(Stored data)
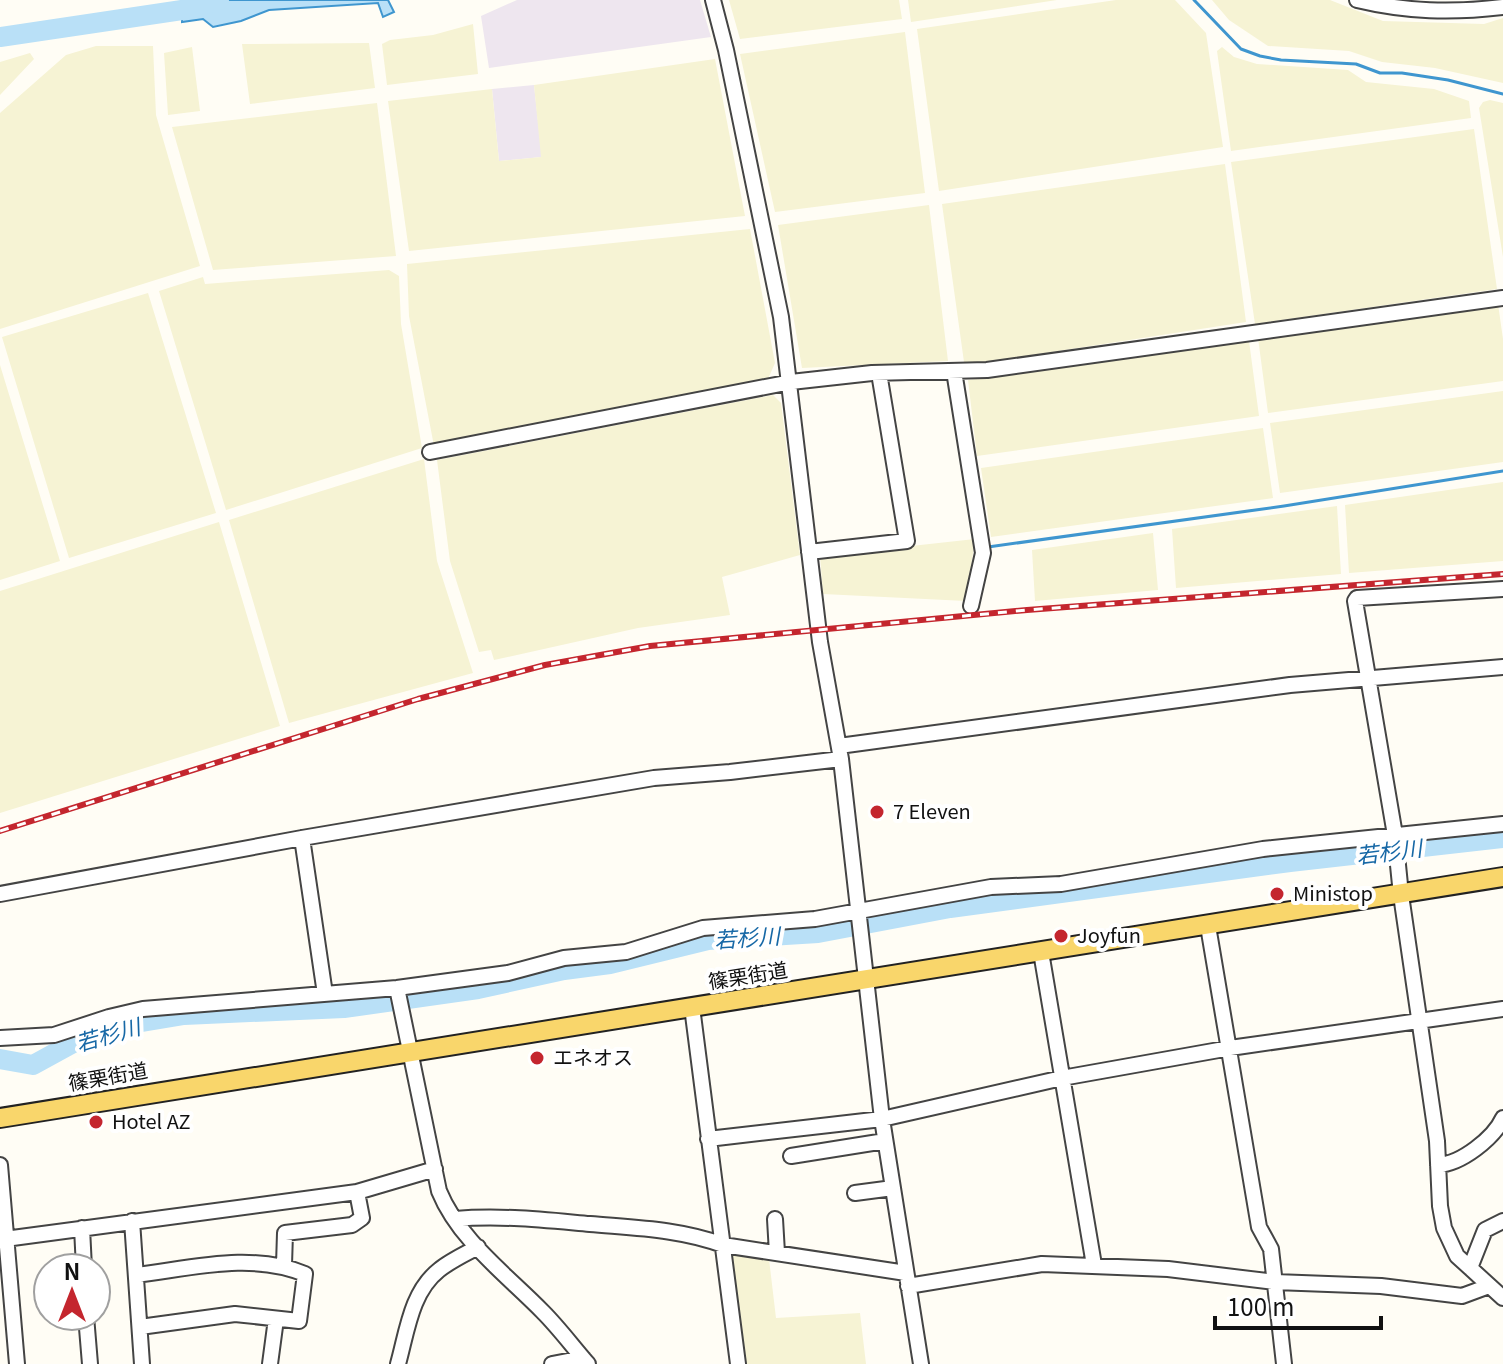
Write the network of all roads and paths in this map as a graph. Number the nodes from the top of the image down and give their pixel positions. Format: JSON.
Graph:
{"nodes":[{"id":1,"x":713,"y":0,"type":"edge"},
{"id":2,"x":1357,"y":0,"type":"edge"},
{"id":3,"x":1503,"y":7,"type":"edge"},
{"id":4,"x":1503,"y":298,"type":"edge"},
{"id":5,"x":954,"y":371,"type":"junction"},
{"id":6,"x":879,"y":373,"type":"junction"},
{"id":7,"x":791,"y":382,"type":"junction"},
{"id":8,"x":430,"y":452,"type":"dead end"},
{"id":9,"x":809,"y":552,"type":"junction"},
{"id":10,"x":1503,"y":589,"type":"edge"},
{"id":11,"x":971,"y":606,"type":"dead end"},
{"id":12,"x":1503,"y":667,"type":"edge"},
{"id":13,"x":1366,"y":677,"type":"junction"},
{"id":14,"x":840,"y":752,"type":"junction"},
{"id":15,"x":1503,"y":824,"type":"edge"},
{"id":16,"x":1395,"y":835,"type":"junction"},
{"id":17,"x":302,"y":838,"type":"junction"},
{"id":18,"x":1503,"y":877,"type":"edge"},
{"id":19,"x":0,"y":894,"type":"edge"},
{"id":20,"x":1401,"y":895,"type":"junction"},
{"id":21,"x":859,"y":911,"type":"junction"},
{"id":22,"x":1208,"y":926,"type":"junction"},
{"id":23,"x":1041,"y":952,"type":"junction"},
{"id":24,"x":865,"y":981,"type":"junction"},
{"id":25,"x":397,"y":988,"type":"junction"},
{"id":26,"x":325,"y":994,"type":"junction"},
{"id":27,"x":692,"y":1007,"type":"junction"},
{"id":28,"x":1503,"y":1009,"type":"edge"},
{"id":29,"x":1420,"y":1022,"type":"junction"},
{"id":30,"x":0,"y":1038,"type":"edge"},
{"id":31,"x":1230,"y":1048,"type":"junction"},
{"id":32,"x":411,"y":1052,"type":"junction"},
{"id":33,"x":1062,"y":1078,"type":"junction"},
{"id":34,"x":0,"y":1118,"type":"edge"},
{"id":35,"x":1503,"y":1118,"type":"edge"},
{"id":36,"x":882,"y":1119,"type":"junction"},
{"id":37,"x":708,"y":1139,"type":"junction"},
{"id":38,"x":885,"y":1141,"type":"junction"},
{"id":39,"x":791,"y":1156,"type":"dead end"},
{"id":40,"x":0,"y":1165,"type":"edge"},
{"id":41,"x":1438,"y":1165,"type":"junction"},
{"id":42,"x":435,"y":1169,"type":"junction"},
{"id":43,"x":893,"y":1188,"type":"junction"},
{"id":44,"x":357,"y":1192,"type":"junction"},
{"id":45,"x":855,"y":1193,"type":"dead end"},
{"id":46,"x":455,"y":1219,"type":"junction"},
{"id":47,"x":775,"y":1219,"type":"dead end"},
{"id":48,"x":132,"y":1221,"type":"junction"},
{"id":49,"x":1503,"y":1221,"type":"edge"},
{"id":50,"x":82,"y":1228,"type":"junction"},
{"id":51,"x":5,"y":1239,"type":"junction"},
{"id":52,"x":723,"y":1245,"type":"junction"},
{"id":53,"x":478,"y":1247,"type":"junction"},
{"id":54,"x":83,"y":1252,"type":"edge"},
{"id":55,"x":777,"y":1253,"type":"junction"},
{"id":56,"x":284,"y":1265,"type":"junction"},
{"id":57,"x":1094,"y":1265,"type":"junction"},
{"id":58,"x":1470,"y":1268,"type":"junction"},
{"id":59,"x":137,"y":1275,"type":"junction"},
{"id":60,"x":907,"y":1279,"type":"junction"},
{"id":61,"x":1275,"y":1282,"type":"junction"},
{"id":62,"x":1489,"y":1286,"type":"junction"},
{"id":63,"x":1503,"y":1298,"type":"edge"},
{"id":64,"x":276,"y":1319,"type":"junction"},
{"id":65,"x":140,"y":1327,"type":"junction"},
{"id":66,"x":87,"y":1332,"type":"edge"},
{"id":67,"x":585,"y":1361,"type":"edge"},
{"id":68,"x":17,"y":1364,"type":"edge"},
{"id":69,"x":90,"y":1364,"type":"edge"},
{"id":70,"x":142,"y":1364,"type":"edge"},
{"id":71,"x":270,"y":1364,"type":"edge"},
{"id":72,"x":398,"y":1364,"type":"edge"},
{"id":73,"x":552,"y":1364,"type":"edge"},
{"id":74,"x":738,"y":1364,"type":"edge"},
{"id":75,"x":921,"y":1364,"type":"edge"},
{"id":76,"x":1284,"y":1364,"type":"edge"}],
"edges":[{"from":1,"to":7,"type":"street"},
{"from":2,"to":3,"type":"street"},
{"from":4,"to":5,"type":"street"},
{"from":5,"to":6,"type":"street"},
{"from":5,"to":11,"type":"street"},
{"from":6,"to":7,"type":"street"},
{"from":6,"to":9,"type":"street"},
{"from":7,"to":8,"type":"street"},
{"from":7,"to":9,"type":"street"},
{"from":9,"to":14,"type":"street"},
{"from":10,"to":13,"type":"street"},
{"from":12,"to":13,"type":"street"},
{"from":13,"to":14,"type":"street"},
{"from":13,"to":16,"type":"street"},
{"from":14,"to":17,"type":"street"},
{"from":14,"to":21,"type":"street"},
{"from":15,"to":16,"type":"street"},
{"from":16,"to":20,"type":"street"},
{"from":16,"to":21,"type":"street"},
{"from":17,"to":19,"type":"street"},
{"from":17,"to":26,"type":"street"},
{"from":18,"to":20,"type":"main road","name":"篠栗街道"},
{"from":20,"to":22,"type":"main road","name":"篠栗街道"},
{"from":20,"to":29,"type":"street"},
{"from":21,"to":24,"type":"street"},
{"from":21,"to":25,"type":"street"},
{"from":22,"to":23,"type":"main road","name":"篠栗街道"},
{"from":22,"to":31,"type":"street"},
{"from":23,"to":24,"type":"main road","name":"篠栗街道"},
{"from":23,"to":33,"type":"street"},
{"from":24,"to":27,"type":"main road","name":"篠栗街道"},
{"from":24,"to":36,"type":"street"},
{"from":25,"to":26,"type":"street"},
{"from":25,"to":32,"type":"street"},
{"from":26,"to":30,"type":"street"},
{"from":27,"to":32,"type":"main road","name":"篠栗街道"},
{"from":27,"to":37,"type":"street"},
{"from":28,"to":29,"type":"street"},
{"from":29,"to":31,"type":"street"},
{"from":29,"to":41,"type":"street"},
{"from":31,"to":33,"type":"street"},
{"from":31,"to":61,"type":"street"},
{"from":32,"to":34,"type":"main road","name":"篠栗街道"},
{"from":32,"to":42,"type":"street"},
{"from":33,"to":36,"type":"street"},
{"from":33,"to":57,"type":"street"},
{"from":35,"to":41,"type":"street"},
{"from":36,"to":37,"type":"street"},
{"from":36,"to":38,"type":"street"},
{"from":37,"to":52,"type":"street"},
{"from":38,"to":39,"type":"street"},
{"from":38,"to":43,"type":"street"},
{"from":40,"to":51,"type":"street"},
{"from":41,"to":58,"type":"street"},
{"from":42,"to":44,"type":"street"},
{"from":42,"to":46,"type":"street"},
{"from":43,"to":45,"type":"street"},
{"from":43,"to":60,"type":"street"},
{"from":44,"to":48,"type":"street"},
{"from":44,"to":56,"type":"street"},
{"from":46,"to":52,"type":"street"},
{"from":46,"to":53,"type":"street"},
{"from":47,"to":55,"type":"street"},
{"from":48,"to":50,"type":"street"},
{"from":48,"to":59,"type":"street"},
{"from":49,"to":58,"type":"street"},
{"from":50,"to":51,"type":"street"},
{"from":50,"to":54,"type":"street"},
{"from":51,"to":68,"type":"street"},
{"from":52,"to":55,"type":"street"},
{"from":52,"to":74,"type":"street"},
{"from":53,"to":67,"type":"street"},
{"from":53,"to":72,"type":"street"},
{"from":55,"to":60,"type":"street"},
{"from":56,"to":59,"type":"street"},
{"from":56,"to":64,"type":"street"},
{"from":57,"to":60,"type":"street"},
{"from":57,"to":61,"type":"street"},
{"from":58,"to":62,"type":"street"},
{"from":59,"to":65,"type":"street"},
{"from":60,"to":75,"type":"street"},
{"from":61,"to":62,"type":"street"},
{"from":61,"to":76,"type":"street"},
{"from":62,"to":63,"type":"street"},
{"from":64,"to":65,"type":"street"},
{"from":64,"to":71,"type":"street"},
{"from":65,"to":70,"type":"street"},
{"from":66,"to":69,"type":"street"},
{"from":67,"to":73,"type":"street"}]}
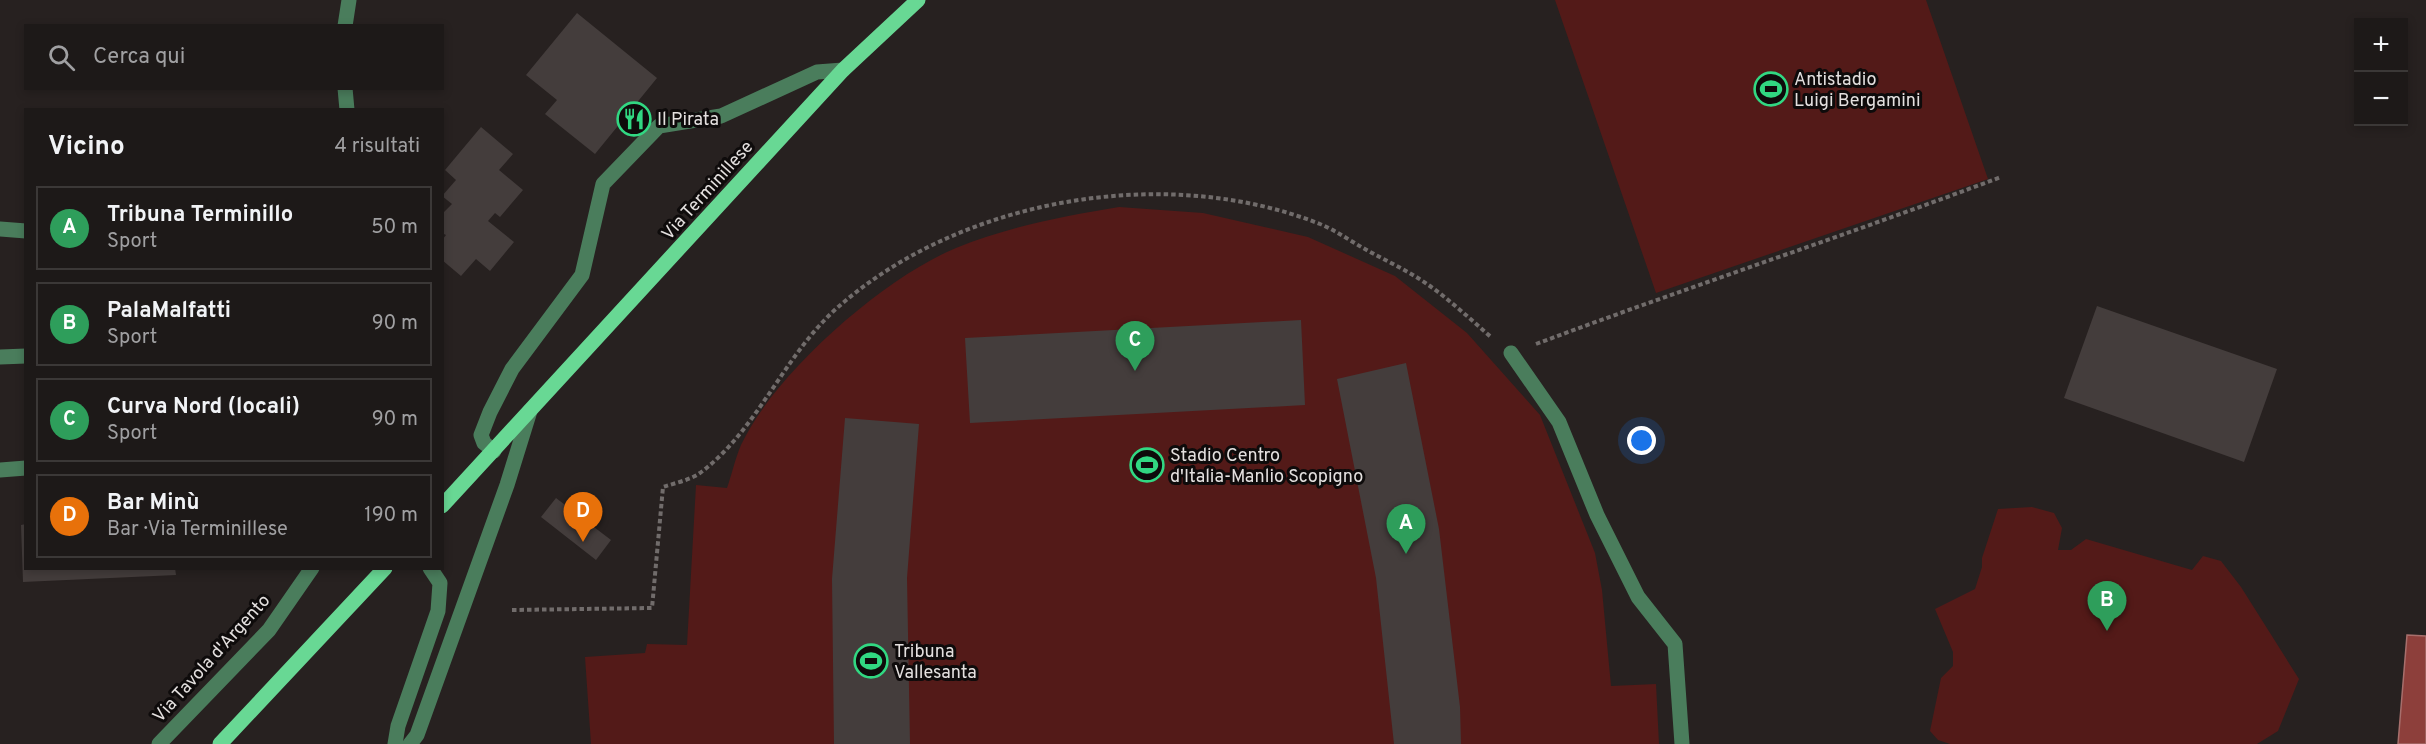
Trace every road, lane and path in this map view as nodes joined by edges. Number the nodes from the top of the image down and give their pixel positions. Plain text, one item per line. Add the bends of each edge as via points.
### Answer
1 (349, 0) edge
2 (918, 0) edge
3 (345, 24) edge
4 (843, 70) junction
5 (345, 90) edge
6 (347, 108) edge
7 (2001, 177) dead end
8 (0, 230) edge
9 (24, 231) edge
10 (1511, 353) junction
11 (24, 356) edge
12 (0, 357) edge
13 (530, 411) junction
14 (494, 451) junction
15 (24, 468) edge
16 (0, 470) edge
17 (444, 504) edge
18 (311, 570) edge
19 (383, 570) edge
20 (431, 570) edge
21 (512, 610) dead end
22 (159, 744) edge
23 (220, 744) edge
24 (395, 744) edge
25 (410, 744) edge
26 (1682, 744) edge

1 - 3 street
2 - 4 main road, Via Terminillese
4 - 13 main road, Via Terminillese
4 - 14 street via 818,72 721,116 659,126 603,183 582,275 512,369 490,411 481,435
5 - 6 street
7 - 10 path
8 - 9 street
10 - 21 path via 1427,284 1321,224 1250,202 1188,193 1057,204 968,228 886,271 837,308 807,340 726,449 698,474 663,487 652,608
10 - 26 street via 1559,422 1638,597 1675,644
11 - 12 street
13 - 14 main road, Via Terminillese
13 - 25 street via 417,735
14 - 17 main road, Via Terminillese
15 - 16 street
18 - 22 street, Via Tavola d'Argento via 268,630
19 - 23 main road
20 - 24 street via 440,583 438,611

- _Action item_
Would you repeat the lines from the one containing "Trace every road, lane" through the end of the data, exactly, with nothing before or after them?

- _Expected answer_
Trace every road, lane and path in this map view as nodes joined by edges. Number the nodes from the top of the image down and give their pixel positions. Plain text, one item per line. Add the bends of each edge as via points.
### Answer
1 (349, 0) edge
2 (918, 0) edge
3 (345, 24) edge
4 (843, 70) junction
5 (345, 90) edge
6 (347, 108) edge
7 (2001, 177) dead end
8 (0, 230) edge
9 (24, 231) edge
10 (1511, 353) junction
11 (24, 356) edge
12 (0, 357) edge
13 (530, 411) junction
14 (494, 451) junction
15 (24, 468) edge
16 (0, 470) edge
17 (444, 504) edge
18 (311, 570) edge
19 (383, 570) edge
20 (431, 570) edge
21 (512, 610) dead end
22 (159, 744) edge
23 (220, 744) edge
24 (395, 744) edge
25 (410, 744) edge
26 (1682, 744) edge

1 - 3 street
2 - 4 main road, Via Terminillese
4 - 13 main road, Via Terminillese
4 - 14 street via 818,72 721,116 659,126 603,183 582,275 512,369 490,411 481,435
5 - 6 street
7 - 10 path
8 - 9 street
10 - 21 path via 1427,284 1321,224 1250,202 1188,193 1057,204 968,228 886,271 837,308 807,340 726,449 698,474 663,487 652,608
10 - 26 street via 1559,422 1638,597 1675,644
11 - 12 street
13 - 14 main road, Via Terminillese
13 - 25 street via 417,735
14 - 17 main road, Via Terminillese
15 - 16 street
18 - 22 street, Via Tavola d'Argento via 268,630
19 - 23 main road
20 - 24 street via 440,583 438,611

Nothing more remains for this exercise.